Minimum detectable effect size for main outcomes (accounting for sample
design and clustering)
We surveyed the literature on cash transfers to gauge the range of plausible effect sizes that we want to be powered to detect. Transfers are around 15% of household income, similar in magnitude to those studied in Schady and Rosero (2008) and Paxson and Schady (2010) in Ecuador, Amarante et al (2011) in Uruguay, and Macours et al (2012) in Nicaragua. The most comparable is the Ecuadorian program, in which there was an improvement in development of 0.18 standard deviations among the poorest quartile of children in their sample; given the higher income levels in Ecuador, that group should be roughly comparable to our sample in Jharkhand. We wish to detect effects of that size for each of the questions of interest. To be slightly conservative, our calculations focus on minimum detectable effect sizes of 0.15 standard deviations.
Intracluster Correlation Calculations
Since our randomization is clustered at the AWC level, we must account for intracluster correlation in our power calculations. We use the 2006 wave of the Indian National Family Health Survey and calculate the intra-village correlation in child height and weight for age within villages in Jharkhand and neighboring states (Bihar, Madhya Pradesh, Orissa).
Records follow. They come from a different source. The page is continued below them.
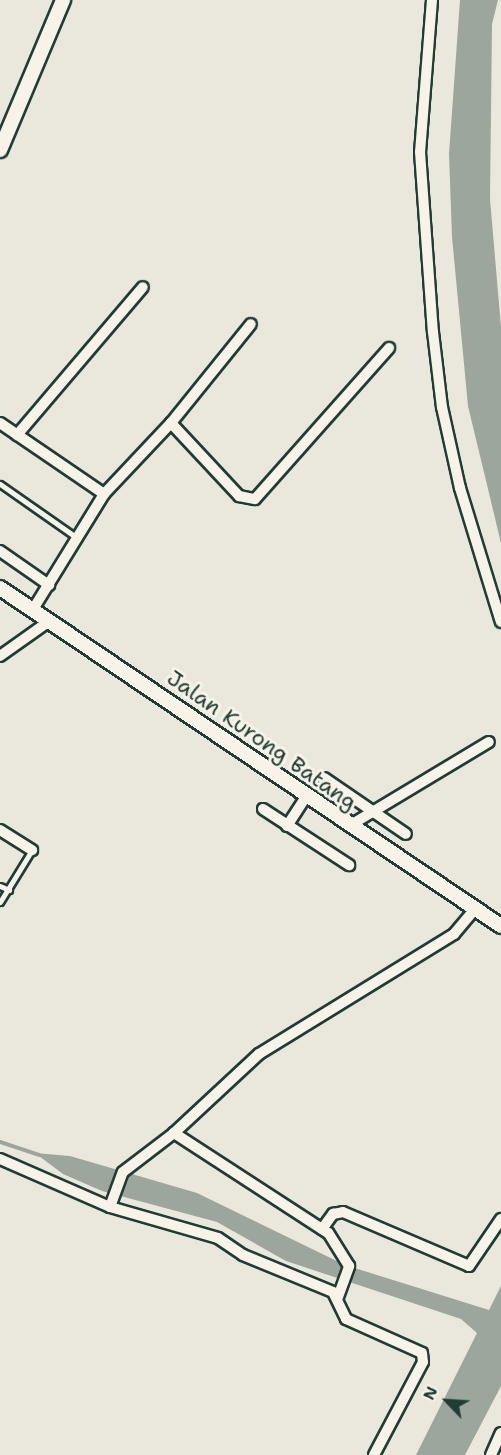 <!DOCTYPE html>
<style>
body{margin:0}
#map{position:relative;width:501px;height:1455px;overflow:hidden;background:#eae8dd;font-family:"Shantell Sans",sans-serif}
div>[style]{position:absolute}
.water>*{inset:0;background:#9ca69c}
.stream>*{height:4px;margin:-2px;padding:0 2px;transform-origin:2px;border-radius:2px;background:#9ca69c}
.roads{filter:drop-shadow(2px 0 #1f3d34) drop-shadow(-2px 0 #1f3d34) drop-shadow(0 2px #1f3d34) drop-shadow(0 -2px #1f3d34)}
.service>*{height:5px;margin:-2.5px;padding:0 2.5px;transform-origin:2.5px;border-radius:2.5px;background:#f7f3e8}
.minor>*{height:10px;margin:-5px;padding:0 5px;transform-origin:5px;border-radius:5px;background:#f7f3e8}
.tertiary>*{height:14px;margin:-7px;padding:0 7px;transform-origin:7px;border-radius:7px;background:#f7f3e8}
span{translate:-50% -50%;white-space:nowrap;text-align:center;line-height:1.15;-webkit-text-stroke:6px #f7f3e8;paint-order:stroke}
.street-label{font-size:22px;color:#1f3d34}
.north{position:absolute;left:417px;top:1371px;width:60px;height:60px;-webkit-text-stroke:4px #f7f3e8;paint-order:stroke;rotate:295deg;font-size:16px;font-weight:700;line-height:24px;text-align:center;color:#1f3d34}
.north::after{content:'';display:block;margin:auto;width:21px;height:27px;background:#1f3d34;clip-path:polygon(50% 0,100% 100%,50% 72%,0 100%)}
</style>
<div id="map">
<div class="water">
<div style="clip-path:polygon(460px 0,498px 0,492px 24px,490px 199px,501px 327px,501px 543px,468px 406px,452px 237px,449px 154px)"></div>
<div style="clip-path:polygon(35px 1153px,70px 1156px,197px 1193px,345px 1265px,489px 1310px,501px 1286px,501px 1386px,465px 1455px,416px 1455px,477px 1333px,461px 1319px,286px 1261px,217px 1222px,102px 1191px,63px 1174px)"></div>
</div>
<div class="stream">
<div style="left:0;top:1142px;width:41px;rotate:18.4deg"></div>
</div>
<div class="roads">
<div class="service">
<div style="left:0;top:484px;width:94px;rotate:35deg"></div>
<div style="left:0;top:886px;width:10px;rotate:24deg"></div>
<div style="left:0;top:902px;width:61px;rotate:-58.4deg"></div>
</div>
<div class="minor">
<div style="left:432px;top:0;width:152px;rotate:94.5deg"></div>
<div style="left:420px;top:152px;width:180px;rotate:85.9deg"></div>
<div style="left:433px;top:332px;width:76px;rotate:83.2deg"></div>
<div style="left:442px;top:407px;width:83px;rotate:77.5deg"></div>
<div style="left:460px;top:488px;width:140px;rotate:73deg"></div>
<div style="left:0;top:423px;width:126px;rotate:34.3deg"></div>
<div style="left:171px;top:423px;width:100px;rotate:47deg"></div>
<div style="left:239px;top:496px;width:16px;rotate:11deg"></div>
<div style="left:255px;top:499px;width:202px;rotate:-48.4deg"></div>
<div style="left:17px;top:435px;width:194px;rotate:-49.6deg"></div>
<div style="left:0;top:551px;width:60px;rotate:34.8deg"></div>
<div style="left:32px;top:611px;width:137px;rotate:-58.4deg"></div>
<div style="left:104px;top:494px;width:98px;rotate:-46.7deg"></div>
<div style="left:171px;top:423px;width:127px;rotate:-51.1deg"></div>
<div style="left:0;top:656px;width:59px;rotate:-35.3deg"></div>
<div style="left:324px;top:778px;width:99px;rotate:34.3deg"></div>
<div style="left:263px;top:809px;width:103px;rotate:33.1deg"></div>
<div style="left:287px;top:826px;width:35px;rotate:-57deg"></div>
<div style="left:349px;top:826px;width:163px;rotate:-31deg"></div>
<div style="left:0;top:830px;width:38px;rotate:32deg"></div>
<div style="left:0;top:1159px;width:120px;rotate:23.6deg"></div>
<div style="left:110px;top:1207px;width:112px;rotate:16deg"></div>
<div style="left:218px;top:1238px;width:30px;rotate:34deg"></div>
<div style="left:243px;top:1255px;width:97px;rotate:22.3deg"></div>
<div style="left:333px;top:1292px;width:30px;rotate:64deg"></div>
<div style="left:346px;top:1319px;width:83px;rotate:24.1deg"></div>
<div style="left:422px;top:1353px;width:9px;rotate:84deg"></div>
<div style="left:423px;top:1362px;width:105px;rotate:117.8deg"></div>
<div style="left:110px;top:1207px;width:37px;rotate:-70deg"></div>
<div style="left:123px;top:1172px;width:64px;rotate:-37.4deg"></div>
<div style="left:322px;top:1229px;width:19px;rotate:-54deg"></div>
<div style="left:333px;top:1214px;width:10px;rotate:-11deg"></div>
<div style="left:343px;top:1212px;width:137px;rotate:23.2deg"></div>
<div style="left:469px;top:1266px;width:57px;rotate:-55.8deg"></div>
<div style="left:338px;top:1297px;width:33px;rotate:-70deg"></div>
<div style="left:349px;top:1266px;width:39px;rotate:-122deg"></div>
<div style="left:328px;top:1233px;width:184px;rotate:-147deg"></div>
<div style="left:174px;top:1133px;width:116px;rotate:-42.9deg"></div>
<div style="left:259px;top:1054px;width:229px;rotate:-31.6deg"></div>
<div style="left:454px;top:934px;width:33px;rotate:-50deg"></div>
<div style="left:491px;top:1455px;width:24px;rotate:-66deg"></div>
</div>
<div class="tertiary">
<div style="left:0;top:150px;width:163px;rotate:-67.2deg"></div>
<div style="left:0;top:588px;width:604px;rotate:34.01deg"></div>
</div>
</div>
<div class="street-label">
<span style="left:262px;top:740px;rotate:35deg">Jalan Kurong Batang</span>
</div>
<div class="north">N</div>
</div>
For these variables, the intracluster correlation is relatively high, at 0.06 and 0.09. To be conservative, we use 0.09 in our calculations.
Number of Participants Per Cluster
The average number of women per AWC is estimated to be 5, but in the first round of registrations, we observed substantial heterogeneity across AWCs. In some clusters, there were as many as 17 women registered, while in others, none registered. We calculate the coefficient of variation in number of registrations across AWCs (0.665), and take this into account in the power calculations. When we randomize, we will also stratify by number of registrations in an AWC to maximize power.
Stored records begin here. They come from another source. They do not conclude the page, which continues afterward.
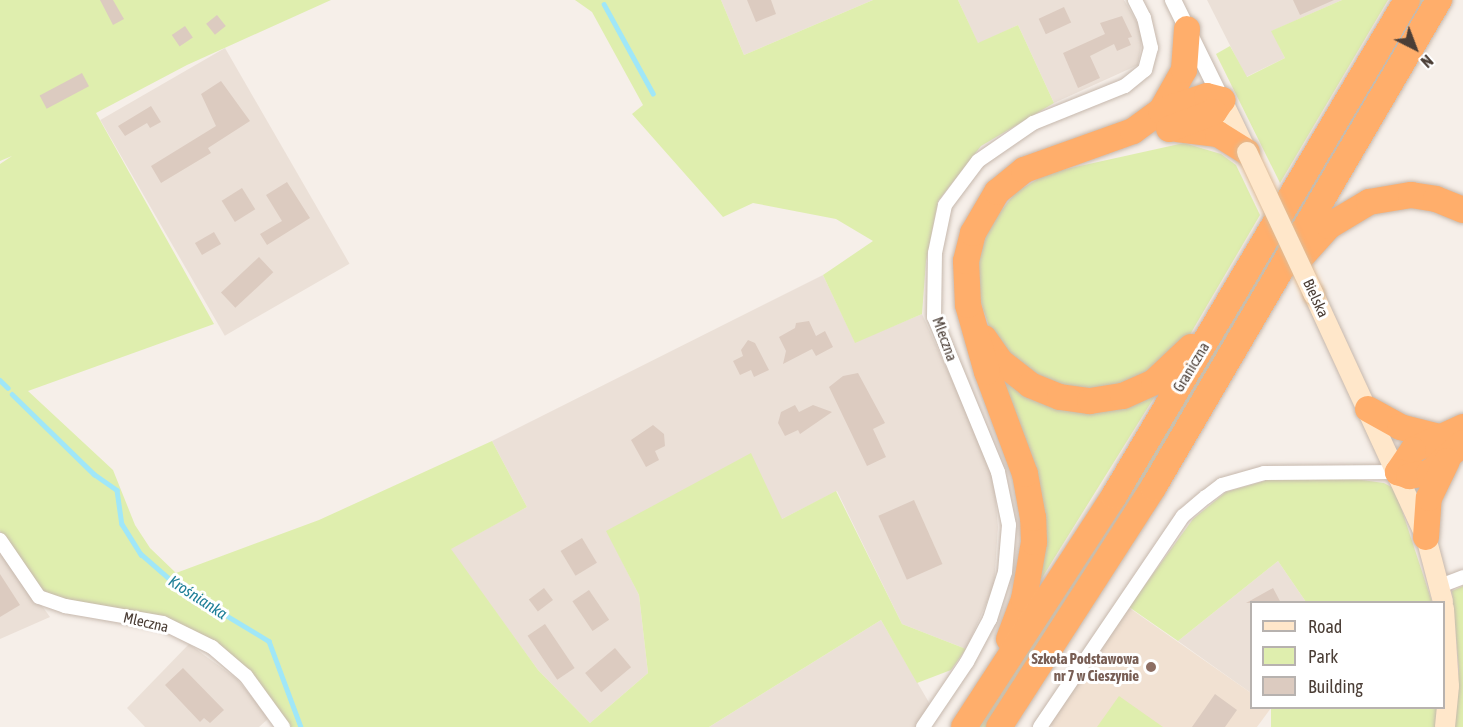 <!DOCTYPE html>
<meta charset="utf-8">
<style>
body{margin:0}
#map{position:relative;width:1463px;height:727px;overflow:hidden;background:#f6efe9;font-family:"Asap Condensed",sans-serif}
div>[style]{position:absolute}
.residential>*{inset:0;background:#ebe0d7;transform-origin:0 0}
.education>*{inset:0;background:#f1e1d2}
.green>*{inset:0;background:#dfeeae;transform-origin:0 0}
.stream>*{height:4.5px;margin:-2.25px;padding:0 2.25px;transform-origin:2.25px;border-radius:2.25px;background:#a0e7f8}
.building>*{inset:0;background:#dccbc0;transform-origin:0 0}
.roads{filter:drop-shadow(0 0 2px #c6b8ad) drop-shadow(0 0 2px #c6b8ad)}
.minor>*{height:14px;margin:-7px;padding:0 7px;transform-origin:7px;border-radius:7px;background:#fff}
.tertiary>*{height:16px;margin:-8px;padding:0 8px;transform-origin:8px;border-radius:8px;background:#fff}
.secondary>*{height:20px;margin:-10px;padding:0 10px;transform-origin:10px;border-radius:10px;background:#ffe7ca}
.motorway>*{height:26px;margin:-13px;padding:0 13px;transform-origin:13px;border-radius:13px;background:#ffae6b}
.bridges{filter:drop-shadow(0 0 2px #debb96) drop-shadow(0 0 2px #debb96)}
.secondary-bridge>*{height:20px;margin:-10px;padding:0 10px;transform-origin:10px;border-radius:10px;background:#ffe7ca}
.dots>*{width:16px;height:16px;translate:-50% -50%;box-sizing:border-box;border:3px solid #fff;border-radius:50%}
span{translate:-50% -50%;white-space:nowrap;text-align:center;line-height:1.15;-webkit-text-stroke:6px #fff;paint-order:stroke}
.street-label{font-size:15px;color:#4b3e36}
.education-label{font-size:15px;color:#785e54;font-weight:700}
.right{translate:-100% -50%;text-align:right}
.water-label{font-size:16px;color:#1e7e97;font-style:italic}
.legend{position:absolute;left:1250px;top:601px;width:195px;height:108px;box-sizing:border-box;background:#fff;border:2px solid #b7b2af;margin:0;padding:8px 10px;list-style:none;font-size:18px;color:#4b3e36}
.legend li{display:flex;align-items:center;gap:12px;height:30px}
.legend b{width:30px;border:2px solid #b7b2af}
.north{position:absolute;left:1385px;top:18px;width:60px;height:60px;-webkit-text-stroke:4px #fff;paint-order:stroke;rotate:138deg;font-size:16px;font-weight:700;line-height:24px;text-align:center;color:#4b3e36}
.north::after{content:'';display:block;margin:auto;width:21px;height:27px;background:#4b3e36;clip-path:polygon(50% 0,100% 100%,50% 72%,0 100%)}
</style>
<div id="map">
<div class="residential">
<i style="clip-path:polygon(721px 0,873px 0,744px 55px)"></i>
<i style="clip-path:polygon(958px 0,1124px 0,1143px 33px,1138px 65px,1054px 103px,1018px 25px,978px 44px)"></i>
<i style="clip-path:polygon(1207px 0,1342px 0,1272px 31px,1285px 58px,1246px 77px)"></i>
<i style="left:225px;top:48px;width:249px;height:144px;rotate:60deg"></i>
<i style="clip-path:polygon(823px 275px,855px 342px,922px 314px,993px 471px,998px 527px,994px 586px,966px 649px,902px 624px,837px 491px,782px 519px,607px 531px,639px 595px,648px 673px,590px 723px,538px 670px,450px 549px,527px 507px,492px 441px)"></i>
<i style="clip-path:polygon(0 548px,50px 617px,0 639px)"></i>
<i style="clip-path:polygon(1278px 561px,1306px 602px,1252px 602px,1251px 693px,1178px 641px)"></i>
<i style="clip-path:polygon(881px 620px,931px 706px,915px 727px,709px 727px)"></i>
<i style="clip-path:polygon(189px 644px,237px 679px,269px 718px,259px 727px,145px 727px,127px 708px)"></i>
</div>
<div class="education">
<i style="clip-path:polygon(1128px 607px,1251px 693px,1252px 708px,1271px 708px,1257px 727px,1053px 727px,1047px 723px)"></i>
</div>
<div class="green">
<i style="clip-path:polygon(0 0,331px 0,187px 65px,96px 113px,214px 324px,28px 391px,113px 470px,135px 525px,150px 548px,176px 573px,319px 520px,492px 441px,527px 507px,451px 549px,538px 670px,590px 723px,648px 673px,639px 595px,606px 531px,751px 453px,782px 519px,836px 491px,902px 624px,966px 649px,951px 670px,917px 683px,881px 620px,709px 727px,287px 727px,224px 650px,165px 616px,68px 602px,40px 589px,0 531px,0 164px,12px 156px,0 161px)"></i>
<i style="clip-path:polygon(575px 0,721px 0,744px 55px,873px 0,958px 0,978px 43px,1018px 25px,1054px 103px,981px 146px,938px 201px,926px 261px,922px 314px,855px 343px,823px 275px,873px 241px,836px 219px,753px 203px,723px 217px,632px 114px,643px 105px,592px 12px)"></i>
<i style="clip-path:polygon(1342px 0,1388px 0,1280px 183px,1216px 54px,1230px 46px,1247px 77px,1285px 58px,1271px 31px)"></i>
<i style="clip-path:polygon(1419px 0,1428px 0,1176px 432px,987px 727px,977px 727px)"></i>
<i style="clip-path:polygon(1184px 143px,1221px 154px,1236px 165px,1260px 215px,1188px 338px,1158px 367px,1119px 387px,1089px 392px,1057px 386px,1034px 376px,1009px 355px,991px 332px,979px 297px,978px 261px,989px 226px,1016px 192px,1048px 173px)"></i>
<i style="clip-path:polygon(996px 368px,1010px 382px,1155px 396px,1040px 581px)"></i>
<i style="clip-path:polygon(1347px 478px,1384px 483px,1395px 489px,1432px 602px,1306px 602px,1278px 561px,1178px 641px,1129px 607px,1193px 519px,1226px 492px,1268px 480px)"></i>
<i style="clip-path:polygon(1463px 586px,1463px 727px,1451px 727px,1459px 670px,1452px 591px)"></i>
<i style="clip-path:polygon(1119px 696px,1163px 727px,1097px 727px)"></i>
<i style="left:1271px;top:708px;width:168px;height:24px"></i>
</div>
<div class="stream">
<i style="left:604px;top:4px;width:102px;rotate:61.2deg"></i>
<i style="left:0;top:380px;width:11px;rotate:45deg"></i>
<i style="left:12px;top:394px;width:115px;rotate:44.3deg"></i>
<i style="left:94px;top:474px;width:28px;rotate:35deg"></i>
<i style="left:117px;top:490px;width:34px;rotate:82deg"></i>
<i style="left:122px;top:524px;width:36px;rotate:58deg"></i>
<i style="left:141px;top:554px;width:50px;rotate:41deg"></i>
<i style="left:179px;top:587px;width:105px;rotate:31deg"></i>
<i style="left:269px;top:641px;width:92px;rotate:69.6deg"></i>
</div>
<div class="building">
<i style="clip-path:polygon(100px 0,113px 0,124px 19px,113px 25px)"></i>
<i style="clip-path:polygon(747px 0,771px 0,776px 14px,756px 22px)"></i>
<i style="clip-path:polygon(1293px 0,1334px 0,1300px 15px)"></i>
<i style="left:1064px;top:7px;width:17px;height:28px;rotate:65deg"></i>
<i style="left:217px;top:15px;width:14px;height:14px;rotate:51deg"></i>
<i style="clip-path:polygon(1122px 16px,1132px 37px,1128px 38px,1131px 45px,1117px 51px,1114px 44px,1090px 56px,1100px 78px,1078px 88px,1063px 53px,1105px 34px,1100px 23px)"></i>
<i style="left:185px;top:26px;width:14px;height:16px;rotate:56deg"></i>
<i style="left:82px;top:73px;width:15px;height:48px;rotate:62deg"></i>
<i style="clip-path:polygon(221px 81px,250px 121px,208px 148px,211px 153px,161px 183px,151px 166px,216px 126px,201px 94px)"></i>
<i style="clip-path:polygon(151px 106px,161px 122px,150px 128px,147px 123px,125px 136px,118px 126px)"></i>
<i style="clip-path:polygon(287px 182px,310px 218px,267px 245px,260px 234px,282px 221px,266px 195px)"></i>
<i style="left:242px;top:188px;width:25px;height:24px;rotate:58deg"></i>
<i style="left:214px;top:232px;width:14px;height:22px;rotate:60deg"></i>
<i style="left:259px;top:257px;width:21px;height:52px;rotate:47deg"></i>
<i style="clip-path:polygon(809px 321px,816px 336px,825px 331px,833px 347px,816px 356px,812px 349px,783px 364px,786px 351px,779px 337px,795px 328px,796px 323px)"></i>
<i style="clip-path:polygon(748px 340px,755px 343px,769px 370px,754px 377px,751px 370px,740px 375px,733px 361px,743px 356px,741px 350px)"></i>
<i style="clip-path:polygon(858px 373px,885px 423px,873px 429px,886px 457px,867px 466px,829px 387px,843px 376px)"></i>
<i style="clip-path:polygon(795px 405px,799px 412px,813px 405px,832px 412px,800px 434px,798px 430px,785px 436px,778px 423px,781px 412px)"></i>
<i style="clip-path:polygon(653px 425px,664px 434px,665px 446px,655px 451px,659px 460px,646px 467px,631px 440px)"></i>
<i style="left:914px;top:500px;width:70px;height:39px;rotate:66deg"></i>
<i style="left:582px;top:538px;width:29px;height:25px;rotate:59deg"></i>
<i style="clip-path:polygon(0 574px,20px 605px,0 617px)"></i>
<i style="left:544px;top:588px;width:15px;height:19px;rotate:53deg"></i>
<i style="clip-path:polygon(1273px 588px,1281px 603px,1246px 603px)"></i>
<i style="left:589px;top:590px;width:36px;height:20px;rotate:56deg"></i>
<i style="left:545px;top:624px;width:53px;height:21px;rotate:56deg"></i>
<i style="left:615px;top:648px;width:25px;height:39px;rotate:50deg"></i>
<i style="clip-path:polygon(183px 668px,224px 710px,210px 723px,204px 718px,200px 722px,165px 685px)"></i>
<i style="clip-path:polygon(1215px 694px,1237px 710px,1225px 727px,1192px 727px)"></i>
</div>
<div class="roads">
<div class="minor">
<i style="left:0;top:540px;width:69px;rotate:55.6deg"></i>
<i style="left:39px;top:597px;width:28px;rotate:19deg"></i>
<i style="left:65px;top:606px;width:99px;rotate:9.8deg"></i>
<i style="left:163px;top:623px;width:55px;rotate:26.1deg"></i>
<i style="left:212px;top:647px;width:45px;rotate:40.5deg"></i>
<i style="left:246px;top:676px;width:63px;rotate:54deg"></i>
<i style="left:1440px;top:586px;width:25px;rotate:-21deg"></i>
<i style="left:923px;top:727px;width:78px;rotate:-55.9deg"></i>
<i style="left:967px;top:662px;width:49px;rotate:-61.9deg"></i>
<i style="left:990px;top:619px;width:49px;rotate:-72.3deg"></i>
<i style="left:1005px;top:572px;width:47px;rotate:-85.1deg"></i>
<i style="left:1009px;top:525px;width:54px;rotate:-101.7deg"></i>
<i style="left:998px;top:472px;width:168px;rotate:-112.4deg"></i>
<i style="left:934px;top:317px;width:64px;rotate:-89.1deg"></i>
<i style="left:935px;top:253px;width:49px;rotate:-78.2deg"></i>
<i style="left:945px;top:205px;width:55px;rotate:-53.1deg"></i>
<i style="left:978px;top:161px;width:67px;rotate:-34.6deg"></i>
<i style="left:1033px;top:123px;width:99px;rotate:-21.9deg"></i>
<i style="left:1125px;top:86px;width:26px;rotate:-39deg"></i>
<i style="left:1145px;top:70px;width:23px;rotate:-75deg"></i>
<i style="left:1151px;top:48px;width:31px;rotate:-103deg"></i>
<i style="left:1144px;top:18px;width:20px;rotate:-117deg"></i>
<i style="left:1040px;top:727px;width:255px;rotate:-55.9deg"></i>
<i style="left:1183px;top:516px;width:30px;rotate:-40deg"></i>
<i style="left:1206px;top:497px;width:20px;rotate:-37deg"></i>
<i style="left:1222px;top:485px;width:44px;rotate:-15.9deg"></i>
<i style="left:1264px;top:473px;width:134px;rotate:-0.4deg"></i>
</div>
<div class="tertiary">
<i style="left:1173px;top:0;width:111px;rotate:63.9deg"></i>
</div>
<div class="secondary">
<i style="left:1222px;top:100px;width:58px;rotate:64.3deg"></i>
<i style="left:1314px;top:295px;width:267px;rotate:65.2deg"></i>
<i style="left:1426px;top:537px;width:67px;rotate:75.3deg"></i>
<i style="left:1444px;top:609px;width:77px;rotate:86.3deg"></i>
<i style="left:1449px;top:686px;width:41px;rotate:95.6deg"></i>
</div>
<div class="motorway">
<i style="left:1161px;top:111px;width:47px;rotate:-60.7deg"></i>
<i style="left:1184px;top:70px;width:41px;rotate:-85.8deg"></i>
<i style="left:1177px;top:129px;width:41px;rotate:7deg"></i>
<i style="left:1218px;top:134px;width:34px;rotate:32deg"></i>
<i style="left:1302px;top:256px;width:40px;rotate:-48deg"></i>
<i style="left:1329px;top:226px;width:47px;rotate:-31deg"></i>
<i style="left:1369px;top:202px;width:43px;rotate:-9.5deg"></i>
<i style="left:1411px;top:195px;width:25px;rotate:9deg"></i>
<i style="left:1436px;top:199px;width:29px;rotate:22deg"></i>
<i style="left:984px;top:338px;width:29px;rotate:55deg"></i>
<i style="left:1001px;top:362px;width:37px;rotate:38deg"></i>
<i style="left:1030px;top:385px;width:32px;rotate:22deg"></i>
<i style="left:1060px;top:397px;width:30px;rotate:8deg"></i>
<i style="left:1090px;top:401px;width:33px;rotate:-9deg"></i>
<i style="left:1123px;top:396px;width:34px;rotate:-24deg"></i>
<i style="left:1154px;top:382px;width:51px;rotate:-43.4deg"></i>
<i style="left:1368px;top:409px;width:37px;rotate:29deg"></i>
<i style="left:1400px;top:427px;width:40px;rotate:14.4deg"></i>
<i style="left:1463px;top:427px;width:55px;rotate:155.3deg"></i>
<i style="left:1413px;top:450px;width:27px;rotate:124deg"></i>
<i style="left:1398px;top:472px;width:12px;rotate:20deg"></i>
<i style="left:1409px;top:476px;width:20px;rotate:-9deg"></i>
<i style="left:1429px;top:473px;width:45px;rotate:-41.4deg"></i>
<i style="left:1426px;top:537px;width:39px;rotate:-86deg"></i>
<i style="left:1429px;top:498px;width:41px;rotate:-64.1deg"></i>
<i style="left:1009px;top:639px;width:43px;rotate:-69.4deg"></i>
<i style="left:1024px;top:599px;width:58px;rotate:-80deg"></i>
<i style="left:1034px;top:542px;width:24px;rotate:-92deg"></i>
<i style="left:1033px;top:518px;width:45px;rotate:-100.3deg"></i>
<i style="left:1025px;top:474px;width:109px;rotate:-110.4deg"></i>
<i style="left:987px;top:372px;width:70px;rotate:-105.8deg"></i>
<i style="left:968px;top:305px;width:44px;rotate:-92.6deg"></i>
<i style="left:966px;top:261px;width:29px;rotate:-76deg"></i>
<i style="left:973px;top:233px;width:48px;rotate:-59.7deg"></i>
<i style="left:997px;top:192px;width:35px;rotate:-39deg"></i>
<i style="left:1024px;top:170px;width:116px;rotate:-19.7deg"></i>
<i style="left:1133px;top:131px;width:34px;rotate:-36deg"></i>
<i style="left:1161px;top:111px;width:48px;rotate:-18.1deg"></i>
<i style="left:1207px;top:96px;width:16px;rotate:15deg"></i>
<i style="left:1222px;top:100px;width:14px;rotate:124deg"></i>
<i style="left:1214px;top:112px;width:48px;rotate:159.3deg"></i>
<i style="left:964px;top:727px;width:275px;rotate:-57deg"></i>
<i style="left:1114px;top:496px;width:576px;rotate:-59.43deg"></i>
<i style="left:999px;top:727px;width:284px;rotate:-57.2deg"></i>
<i style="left:1153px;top:488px;width:566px;rotate:-59.63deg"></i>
</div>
</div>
<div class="bridges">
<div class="secondary-bridge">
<i style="left:1247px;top:152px;width:158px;rotate:64.9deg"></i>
</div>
</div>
<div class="dots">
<i style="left:1151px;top:667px;background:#8d6e63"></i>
</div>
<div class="street-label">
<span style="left:1316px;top:298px;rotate:65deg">Bielska</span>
<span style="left:945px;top:339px;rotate:70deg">Mleczna</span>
<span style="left:1191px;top:367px;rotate:-59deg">Graniczna</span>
<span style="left:146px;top:622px;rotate:13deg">Mleczna</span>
</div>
<div class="education-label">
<span class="right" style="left:1139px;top:667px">Szkoła Podstawowa<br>nr 7 w Cieszynie</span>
</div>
<div class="water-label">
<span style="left:198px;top:597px;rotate:33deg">Krośnianka</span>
</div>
<ul class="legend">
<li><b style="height:8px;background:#ffe7ca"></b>Road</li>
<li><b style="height:16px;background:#dfeeae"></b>Park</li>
<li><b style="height:16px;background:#dccbc0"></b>Building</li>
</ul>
<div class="north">N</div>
</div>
One way of increasing power is to collect baseline data on variables that will be correlated with the outcome at endline (such as the outcome at baseline). We have elected not to do a baseline survey. There are two reasons that we will not be able to do this. First, it is not possible to identify beneficiaries until after they have registered, and the transfers must go out as soon as possible after registration. This does not afford time for a baseline survey. Second, the primary outcomes of interest, such as child weight and height are not possible to measure at baseline, since the child is still in utero. In the power calculations, we thus do not assume any power boost from a baseline survey.
The power calculations are different for each of the questions of interest. For example, to calculate the effect of a single year of cash transfers, we can combine the two treatment groups that receive a year of transfers and compare them to the control group. However, to determine the effect of receiving two years of transfers, we can only compare that single treatment group to the control group. For all of the questions of interest, we seek to detect an effect of 0.15 standard deviations with 80% power. We thus determine our sample size for the questions on which the sample sizes will be smallest, and then calculate our power for the other questions of interest under this sample size.
Based on this, a sample size of 240 AWCs per treatment arm allows us to detect an effect size of 0.15 standard deviations with 95% confidence at 80% power. Based on this sample size, the below table shows the level of power for different effect sizes.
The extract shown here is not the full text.